The interpretation of “all forces that are previously in combat” should not confuse the parties with rules of IHL (International Humanitarian Law) and Geneva Conventions in their minds, nor should it be used as a political leverage to derail the implementation. This brings me to the point that the party who alleged the presence of its forces in the said areas for cantonment, must prove it by giving the date before the signing of the compromise peace agreement on the 17th and 26th August, 2015 respectively.

Therefore the question that begs itself is that: “When did the forces, claimed by the SPLM/A-IO leadership wage their rebellion in both former Western of Equatoria and Bahr el-Ghazal States?” If these forces waged their rebellion after the ARCISS has been signed, subsequently followed by the declaration of PCTSA workshop, then they will not be granted the benefit of cantonment.

However, the CTSAMM which has succeeded the existing IGAD – MVM (Intergovernmental Authority and Development Monitoring and Verification Mechanism) should strictly observe and monitor the security arrangement in Juba ahead of the formation of Transitional Government of National Unity (TGoNU).

The verification of permitted forces with their weapons in Juba that are tasked with security activities should have to be observed and monitored by the CTSAMM. Indeed if IGAD believes that the security of South Sudan can only be guaranteed by the policy cooperation as the country has already seek integration of regional bloc, then what is the justification.

The justification is to support peace by controlling the proliferation of weapons that may act as threat to peace in other neighbouring countries such as Sudan, Ethiopia and Kenya.

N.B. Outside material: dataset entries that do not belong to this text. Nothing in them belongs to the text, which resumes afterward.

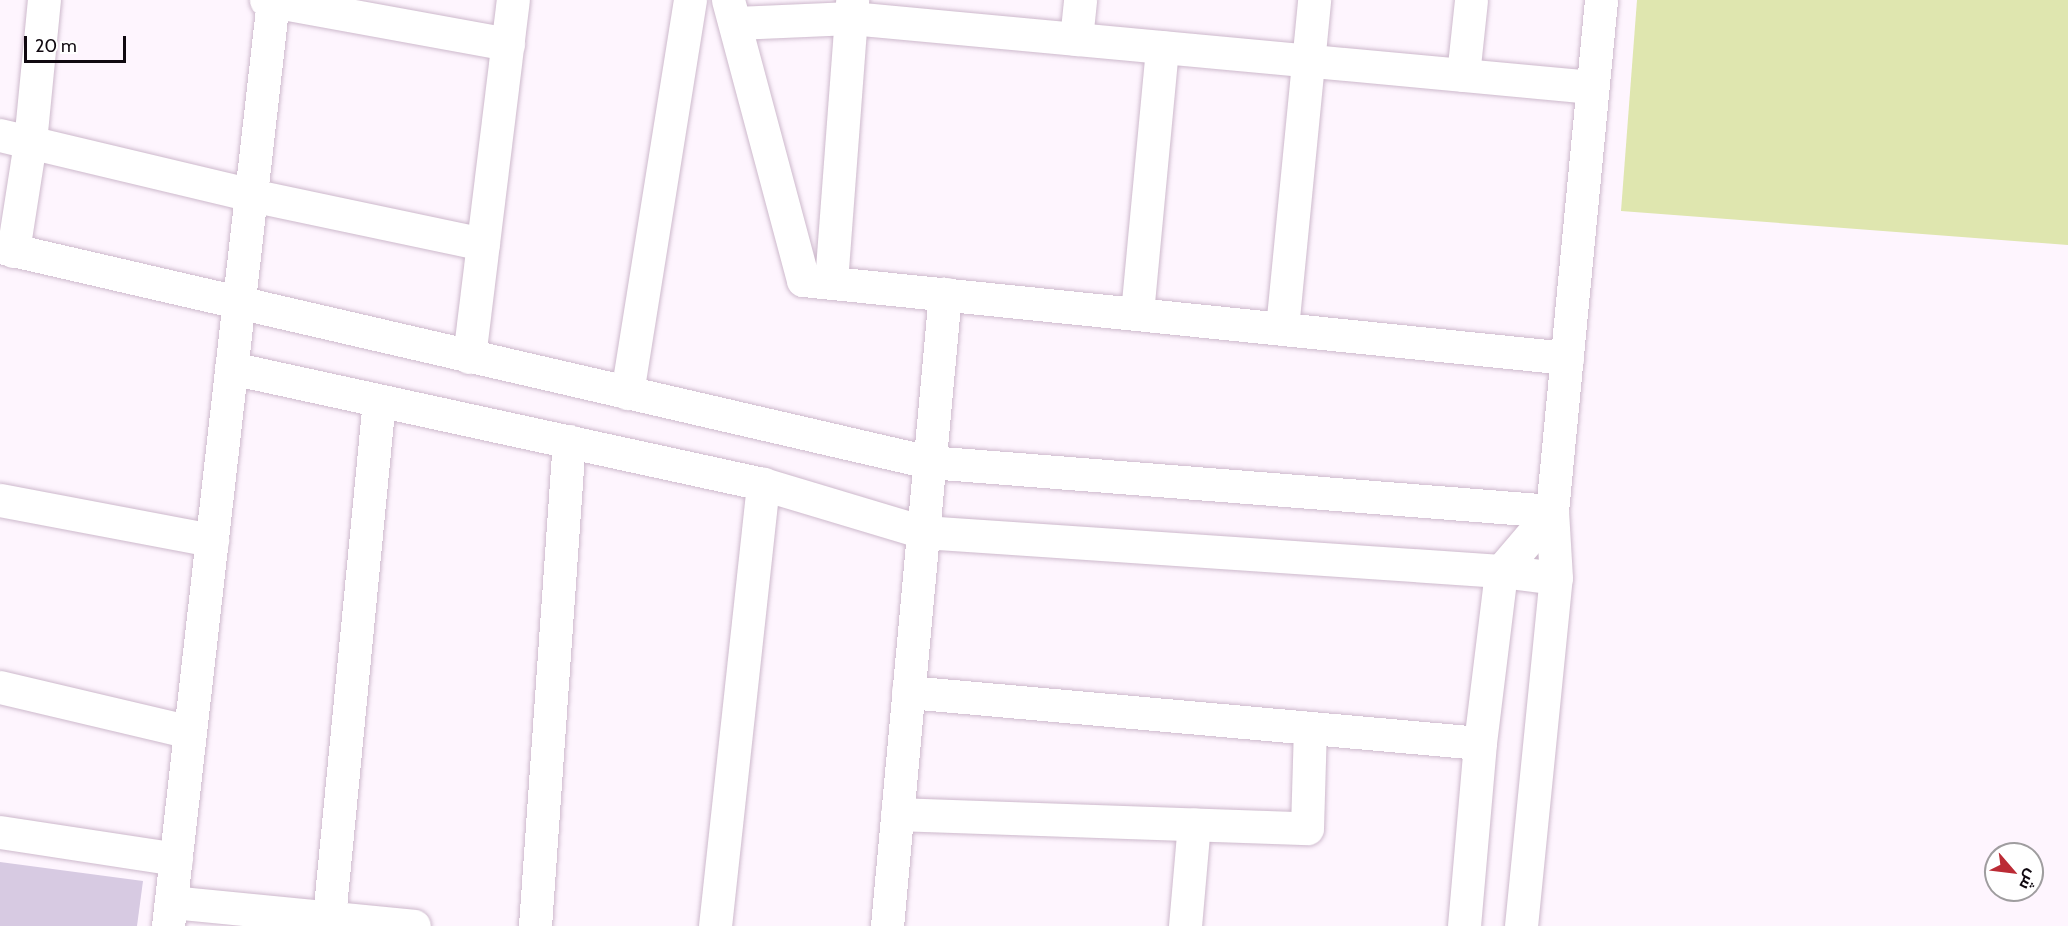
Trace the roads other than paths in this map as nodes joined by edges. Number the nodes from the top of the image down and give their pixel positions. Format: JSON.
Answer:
{"nodes":[{"id":1,"x":44,"y":0,"type":"edge"},
{"id":2,"x":271,"y":0,"type":"edge"},
{"id":3,"x":513,"y":0,"type":"edge"},
{"id":4,"x":690,"y":0,"type":"edge"},
{"id":5,"x":1080,"y":0,"type":"edge"},
{"id":6,"x":1314,"y":0,"type":"edge"},
{"id":7,"x":1471,"y":0,"type":"edge"},
{"id":8,"x":1601,"y":0,"type":"edge"},
{"id":9,"x":852,"y":9,"type":"edge"},
{"id":10,"x":732,"y":11,"type":"edge"},
{"id":11,"x":1076,"y":39,"type":"junction"},
{"id":12,"x":508,"y":44,"type":"junction"},
{"id":13,"x":1162,"y":47,"type":"junction"},
{"id":14,"x":1308,"y":61,"type":"junction"},
{"id":15,"x":1463,"y":75,"type":"junction"},
{"id":16,"x":1592,"y":87,"type":"junction"},
{"id":17,"x":15,"y":139,"type":"edge"},
{"id":18,"x":251,"y":195,"type":"junction"},
{"id":19,"x":483,"y":244,"type":"junction"},
{"id":20,"x":7,"y":249,"type":"edge"},
{"id":21,"x":831,"y":282,"type":"junction"},
{"id":22,"x":945,"y":294,"type":"junction"},
{"id":23,"x":238,"y":304,"type":"junction"},
{"id":24,"x":1137,"y":313,"type":"junction"},
{"id":25,"x":1282,"y":328,"type":"junction"},
{"id":26,"x":469,"y":357,"type":"junction"},
{"id":27,"x":1567,"y":358,"type":"junction"},
{"id":28,"x":231,"y":368,"type":"junction"},
{"id":29,"x":627,"y":393,"type":"junction"},
{"id":30,"x":379,"y":400,"type":"junction"},
{"id":31,"x":569,"y":441,"type":"junction"},
{"id":32,"x":929,"y":462,"type":"junction"},
{"id":33,"x":763,"y":484,"type":"junction"},
{"id":34,"x":0,"y":500,"type":"edge"},
{"id":35,"x":1552,"y":512,"type":"junction"},
{"id":36,"x":923,"y":532,"type":"junction"},
{"id":37,"x":212,"y":540,"type":"junction"},
{"id":38,"x":1501,"y":571,"type":"junction"},
{"id":39,"x":1556,"y":578,"type":"junction"},
{"id":40,"x":0,"y":687,"type":"edge"},
{"id":41,"x":908,"y":692,"type":"junction"},
{"id":42,"x":1310,"y":728,"type":"junction"},
{"id":43,"x":190,"y":732,"type":"junction"},
{"id":44,"x":1480,"y":743,"type":"junction"},
{"id":45,"x":897,"y":814,"type":"junction"},
{"id":46,"x":1194,"y":824,"type":"junction"},
{"id":47,"x":0,"y":832,"type":"edge"},
{"id":48,"x":176,"y":859,"type":"junction"},
{"id":49,"x":169,"y":914,"type":"edge"},
{"id":50,"x":329,"y":916,"type":"junction"},
{"id":51,"x":414,"y":926,"type":"edge"},
{"id":52,"x":535,"y":926,"type":"edge"},
{"id":53,"x":715,"y":926,"type":"edge"},
{"id":54,"x":887,"y":926,"type":"edge"},
{"id":55,"x":1185,"y":926,"type":"edge"},
{"id":56,"x":1464,"y":926,"type":"edge"},
{"id":57,"x":1521,"y":926,"type":"edge"}],
"edges":[{"from":1,"to":17,"type":"street"},
{"from":2,"to":12,"type":"street"},
{"from":2,"to":18,"type":"street"},
{"from":3,"to":12,"type":"street"},
{"from":4,"to":29,"type":"street"},
{"from":5,"to":11,"type":"street"},
{"from":6,"to":14,"type":"street"},
{"from":7,"to":15,"type":"street"},
{"from":8,"to":16,"type":"street"},
{"from":9,"to":10,"type":"street"},
{"from":9,"to":11,"type":"street"},
{"from":9,"to":21,"type":"street"},
{"from":10,"to":21,"type":"street"},
{"from":11,"to":13,"type":"street"},
{"from":12,"to":19,"type":"street"},
{"from":13,"to":14,"type":"street"},
{"from":13,"to":24,"type":"street"},
{"from":14,"to":15,"type":"street"},
{"from":14,"to":25,"type":"street"},
{"from":15,"to":16,"type":"street"},
{"from":16,"to":27,"type":"street"},
{"from":17,"to":18,"type":"street"},
{"from":17,"to":20,"type":"street"},
{"from":18,"to":19,"type":"street"},
{"from":18,"to":23,"type":"street"},
{"from":19,"to":26,"type":"street"},
{"from":20,"to":23,"type":"street"},
{"from":21,"to":22,"type":"street"},
{"from":22,"to":24,"type":"street"},
{"from":22,"to":32,"type":"street"},
{"from":23,"to":26,"type":"street"},
{"from":23,"to":28,"type":"street"},
{"from":24,"to":25,"type":"street"},
{"from":25,"to":27,"type":"street"},
{"from":26,"to":29,"type":"street"},
{"from":27,"to":35,"type":"street"},
{"from":28,"to":30,"type":"street"},
{"from":28,"to":37,"type":"street"},
{"from":29,"to":32,"type":"street"},
{"from":30,"to":31,"type":"street"},
{"from":30,"to":50,"type":"street"},
{"from":31,"to":33,"type":"street"},
{"from":31,"to":52,"type":"street"},
{"from":32,"to":35,"type":"street"},
{"from":32,"to":36,"type":"street"},
{"from":33,"to":36,"type":"street"},
{"from":33,"to":53,"type":"street"},
{"from":34,"to":37,"type":"street"},
{"from":35,"to":38,"type":"street"},
{"from":35,"to":39,"type":"street"},
{"from":36,"to":38,"type":"street"},
{"from":36,"to":41,"type":"street"},
{"from":37,"to":43,"type":"street"},
{"from":38,"to":39,"type":"street"},
{"from":38,"to":44,"type":"street"},
{"from":39,"to":57,"type":"street"},
{"from":40,"to":43,"type":"street"},
{"from":41,"to":42,"type":"street"},
{"from":41,"to":45,"type":"street"},
{"from":42,"to":44,"type":"street"},
{"from":42,"to":46,"type":"street"},
{"from":43,"to":48,"type":"street"},
{"from":44,"to":56,"type":"street"},
{"from":45,"to":46,"type":"street"},
{"from":45,"to":54,"type":"street"},
{"from":46,"to":55,"type":"street"},
{"from":47,"to":48,"type":"street"},
{"from":48,"to":49,"type":"street"},
{"from":49,"to":50,"type":"street"},
{"from":50,"to":51,"type":"street"}]}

This has been entrenched when Gambari (2010) argues that “… in Africa, lack of sustainable development has been linked directly to proliferation and intensity of conflict situations and war which in turn have hampered development efforts…threat to peace in a neighboring country, if not carefully managed and resolved could lead to massive exodus of refugees, weapons proliferation and trans-border crimes and general insecurity that could threaten other stable polities and compromise national economies”.

In furtherance of its transitional security management, South Sudan’s ARCISS has finally provided a board, known as Strategic Defence and Security Review (SDSR) which will be considered as a comprehensive national defence policy during the TGoNU.

The SDSR Board is tasked with the transformation of security sector during the reform process, unification of the army and security forces including the disarmament, demobilization and Re-integration (DDR).

The process of SDSR shall be comprehensive, inclusive and transparent as underpinned by principles and strategies of national interests, conducted in number of stages so as to ensure the sovereignty, dignity of the country and its people (Art. 6 of ARCISS).